_EXERCISE INPUT_
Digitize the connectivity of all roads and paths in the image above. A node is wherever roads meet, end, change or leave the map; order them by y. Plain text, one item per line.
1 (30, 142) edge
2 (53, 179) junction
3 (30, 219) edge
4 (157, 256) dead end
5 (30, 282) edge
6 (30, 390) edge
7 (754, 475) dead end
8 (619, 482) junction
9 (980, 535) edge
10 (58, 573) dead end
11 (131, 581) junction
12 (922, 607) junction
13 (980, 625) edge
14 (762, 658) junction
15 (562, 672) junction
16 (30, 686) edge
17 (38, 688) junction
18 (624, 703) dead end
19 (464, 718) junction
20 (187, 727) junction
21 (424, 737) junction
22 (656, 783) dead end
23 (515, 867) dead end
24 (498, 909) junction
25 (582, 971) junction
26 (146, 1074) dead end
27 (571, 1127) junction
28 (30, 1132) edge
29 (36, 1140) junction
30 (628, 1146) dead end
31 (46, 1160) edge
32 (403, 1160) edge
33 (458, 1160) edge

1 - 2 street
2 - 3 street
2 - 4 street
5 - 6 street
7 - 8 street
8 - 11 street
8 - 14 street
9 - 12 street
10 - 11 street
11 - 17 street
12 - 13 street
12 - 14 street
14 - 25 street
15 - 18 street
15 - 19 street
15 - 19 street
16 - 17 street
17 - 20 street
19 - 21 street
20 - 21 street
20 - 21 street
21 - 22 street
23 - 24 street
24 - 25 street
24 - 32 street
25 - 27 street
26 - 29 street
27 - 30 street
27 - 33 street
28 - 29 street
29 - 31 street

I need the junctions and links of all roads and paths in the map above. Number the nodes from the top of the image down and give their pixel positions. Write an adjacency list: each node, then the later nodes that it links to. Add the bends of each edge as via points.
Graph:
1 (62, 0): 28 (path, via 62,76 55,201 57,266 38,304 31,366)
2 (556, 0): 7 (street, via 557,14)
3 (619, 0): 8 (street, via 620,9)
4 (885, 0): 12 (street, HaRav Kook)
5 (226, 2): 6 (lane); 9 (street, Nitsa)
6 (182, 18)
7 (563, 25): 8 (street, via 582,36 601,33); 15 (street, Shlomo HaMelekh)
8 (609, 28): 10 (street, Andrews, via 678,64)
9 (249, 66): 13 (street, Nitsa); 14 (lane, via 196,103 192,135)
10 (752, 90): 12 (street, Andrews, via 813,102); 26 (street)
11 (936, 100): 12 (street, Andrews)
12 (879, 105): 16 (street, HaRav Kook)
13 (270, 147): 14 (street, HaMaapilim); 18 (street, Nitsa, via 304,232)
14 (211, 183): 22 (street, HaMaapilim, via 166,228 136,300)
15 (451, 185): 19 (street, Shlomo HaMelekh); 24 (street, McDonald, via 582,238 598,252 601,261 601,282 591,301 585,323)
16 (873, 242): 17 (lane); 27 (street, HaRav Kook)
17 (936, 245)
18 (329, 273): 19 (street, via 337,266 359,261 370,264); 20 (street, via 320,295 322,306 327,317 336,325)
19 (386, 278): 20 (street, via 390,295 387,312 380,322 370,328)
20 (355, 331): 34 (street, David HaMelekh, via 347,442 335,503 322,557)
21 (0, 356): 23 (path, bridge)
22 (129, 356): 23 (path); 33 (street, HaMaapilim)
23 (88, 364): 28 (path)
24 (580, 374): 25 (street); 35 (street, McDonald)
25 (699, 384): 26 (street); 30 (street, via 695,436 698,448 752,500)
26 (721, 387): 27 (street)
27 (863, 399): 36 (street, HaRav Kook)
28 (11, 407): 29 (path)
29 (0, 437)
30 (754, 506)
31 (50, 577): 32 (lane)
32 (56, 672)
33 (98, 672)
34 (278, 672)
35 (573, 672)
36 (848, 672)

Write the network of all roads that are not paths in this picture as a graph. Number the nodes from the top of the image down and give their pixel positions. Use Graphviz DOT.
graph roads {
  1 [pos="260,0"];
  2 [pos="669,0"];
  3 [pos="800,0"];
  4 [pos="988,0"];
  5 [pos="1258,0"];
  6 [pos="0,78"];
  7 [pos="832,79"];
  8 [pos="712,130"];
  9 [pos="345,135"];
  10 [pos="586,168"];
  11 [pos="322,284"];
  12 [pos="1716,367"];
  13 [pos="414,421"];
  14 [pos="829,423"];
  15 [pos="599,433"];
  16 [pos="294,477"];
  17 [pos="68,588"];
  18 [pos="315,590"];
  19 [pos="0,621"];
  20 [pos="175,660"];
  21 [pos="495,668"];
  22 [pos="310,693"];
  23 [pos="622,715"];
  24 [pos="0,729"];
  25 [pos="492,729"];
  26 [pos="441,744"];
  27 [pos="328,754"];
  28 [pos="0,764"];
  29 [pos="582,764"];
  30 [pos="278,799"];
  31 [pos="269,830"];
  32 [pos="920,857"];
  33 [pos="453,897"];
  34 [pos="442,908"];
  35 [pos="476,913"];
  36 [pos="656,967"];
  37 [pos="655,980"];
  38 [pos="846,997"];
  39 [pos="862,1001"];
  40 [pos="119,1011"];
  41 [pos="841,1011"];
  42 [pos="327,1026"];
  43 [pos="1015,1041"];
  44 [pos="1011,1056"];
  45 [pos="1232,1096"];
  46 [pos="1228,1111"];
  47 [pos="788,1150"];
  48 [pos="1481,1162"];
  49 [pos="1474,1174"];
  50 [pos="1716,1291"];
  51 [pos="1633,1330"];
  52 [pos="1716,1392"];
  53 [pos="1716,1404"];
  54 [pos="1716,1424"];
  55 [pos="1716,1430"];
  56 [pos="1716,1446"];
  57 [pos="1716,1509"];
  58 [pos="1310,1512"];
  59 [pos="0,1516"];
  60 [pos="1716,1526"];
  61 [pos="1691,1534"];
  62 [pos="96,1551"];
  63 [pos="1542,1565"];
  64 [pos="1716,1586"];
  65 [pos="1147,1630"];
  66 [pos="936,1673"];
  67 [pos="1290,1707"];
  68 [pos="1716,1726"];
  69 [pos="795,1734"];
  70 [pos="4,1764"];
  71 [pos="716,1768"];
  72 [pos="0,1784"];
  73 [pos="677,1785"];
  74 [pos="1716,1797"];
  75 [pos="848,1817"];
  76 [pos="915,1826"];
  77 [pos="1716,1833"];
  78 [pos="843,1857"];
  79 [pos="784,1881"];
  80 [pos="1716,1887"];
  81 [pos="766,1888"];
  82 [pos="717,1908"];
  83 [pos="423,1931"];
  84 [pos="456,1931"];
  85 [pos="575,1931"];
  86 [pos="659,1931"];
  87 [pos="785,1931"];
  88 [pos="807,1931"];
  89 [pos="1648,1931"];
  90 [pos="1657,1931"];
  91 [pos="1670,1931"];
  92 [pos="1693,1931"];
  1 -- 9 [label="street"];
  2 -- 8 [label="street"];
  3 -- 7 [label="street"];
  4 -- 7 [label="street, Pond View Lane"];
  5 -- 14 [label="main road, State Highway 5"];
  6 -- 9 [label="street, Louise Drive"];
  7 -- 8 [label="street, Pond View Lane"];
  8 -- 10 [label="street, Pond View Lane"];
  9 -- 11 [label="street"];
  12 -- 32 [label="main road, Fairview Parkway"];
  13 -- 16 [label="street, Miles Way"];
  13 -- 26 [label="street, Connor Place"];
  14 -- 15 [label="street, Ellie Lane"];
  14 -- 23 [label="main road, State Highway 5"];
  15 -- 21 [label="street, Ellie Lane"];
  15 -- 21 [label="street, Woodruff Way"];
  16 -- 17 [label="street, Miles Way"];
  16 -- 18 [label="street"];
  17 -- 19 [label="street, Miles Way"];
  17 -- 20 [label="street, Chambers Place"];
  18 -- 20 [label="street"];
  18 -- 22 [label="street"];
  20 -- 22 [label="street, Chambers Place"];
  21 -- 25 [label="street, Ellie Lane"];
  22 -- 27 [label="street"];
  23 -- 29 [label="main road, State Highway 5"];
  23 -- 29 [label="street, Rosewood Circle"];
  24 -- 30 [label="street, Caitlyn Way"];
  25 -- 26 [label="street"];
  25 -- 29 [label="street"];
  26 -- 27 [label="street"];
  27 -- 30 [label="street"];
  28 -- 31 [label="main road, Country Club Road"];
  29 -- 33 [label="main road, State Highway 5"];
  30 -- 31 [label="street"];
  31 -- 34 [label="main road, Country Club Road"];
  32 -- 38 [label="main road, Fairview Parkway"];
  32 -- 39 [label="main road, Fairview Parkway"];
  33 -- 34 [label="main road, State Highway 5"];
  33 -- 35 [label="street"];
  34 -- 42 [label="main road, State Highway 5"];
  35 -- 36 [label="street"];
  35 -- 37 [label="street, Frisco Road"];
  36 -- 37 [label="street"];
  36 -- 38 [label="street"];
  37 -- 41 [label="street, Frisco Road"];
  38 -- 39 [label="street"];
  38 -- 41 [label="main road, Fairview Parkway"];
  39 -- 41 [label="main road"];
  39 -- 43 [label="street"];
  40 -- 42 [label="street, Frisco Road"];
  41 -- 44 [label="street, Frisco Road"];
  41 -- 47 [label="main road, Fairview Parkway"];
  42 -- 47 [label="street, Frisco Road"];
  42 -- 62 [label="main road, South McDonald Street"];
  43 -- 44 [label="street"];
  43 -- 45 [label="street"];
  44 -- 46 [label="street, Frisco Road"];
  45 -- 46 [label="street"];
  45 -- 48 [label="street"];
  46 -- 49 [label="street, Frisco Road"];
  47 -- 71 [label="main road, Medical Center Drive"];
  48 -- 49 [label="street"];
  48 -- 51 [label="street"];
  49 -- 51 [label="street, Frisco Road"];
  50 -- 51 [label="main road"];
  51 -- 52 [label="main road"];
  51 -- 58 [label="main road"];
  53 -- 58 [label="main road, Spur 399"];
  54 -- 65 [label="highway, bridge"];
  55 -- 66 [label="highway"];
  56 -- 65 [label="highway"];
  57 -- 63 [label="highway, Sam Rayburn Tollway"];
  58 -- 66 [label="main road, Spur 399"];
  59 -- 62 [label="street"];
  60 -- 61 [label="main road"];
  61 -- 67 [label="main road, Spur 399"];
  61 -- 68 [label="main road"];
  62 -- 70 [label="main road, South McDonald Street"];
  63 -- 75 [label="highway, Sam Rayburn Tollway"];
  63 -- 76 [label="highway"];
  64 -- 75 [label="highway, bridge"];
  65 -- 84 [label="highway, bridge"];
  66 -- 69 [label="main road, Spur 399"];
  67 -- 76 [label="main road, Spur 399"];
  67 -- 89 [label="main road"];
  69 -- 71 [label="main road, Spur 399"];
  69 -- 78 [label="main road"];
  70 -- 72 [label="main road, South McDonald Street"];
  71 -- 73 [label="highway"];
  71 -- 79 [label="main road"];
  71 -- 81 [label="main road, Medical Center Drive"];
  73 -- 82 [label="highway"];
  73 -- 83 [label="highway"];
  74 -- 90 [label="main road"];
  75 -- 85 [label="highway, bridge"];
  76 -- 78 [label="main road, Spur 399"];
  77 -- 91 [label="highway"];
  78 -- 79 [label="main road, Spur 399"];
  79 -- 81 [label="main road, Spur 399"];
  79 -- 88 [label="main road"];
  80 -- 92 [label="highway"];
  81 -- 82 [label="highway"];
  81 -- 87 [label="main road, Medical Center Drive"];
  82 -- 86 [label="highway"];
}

_PROBLEM STATEMENT_
The word "South": say how many lines of the records hold it, and give nothing but the number.

_COMPLETED TASK_
3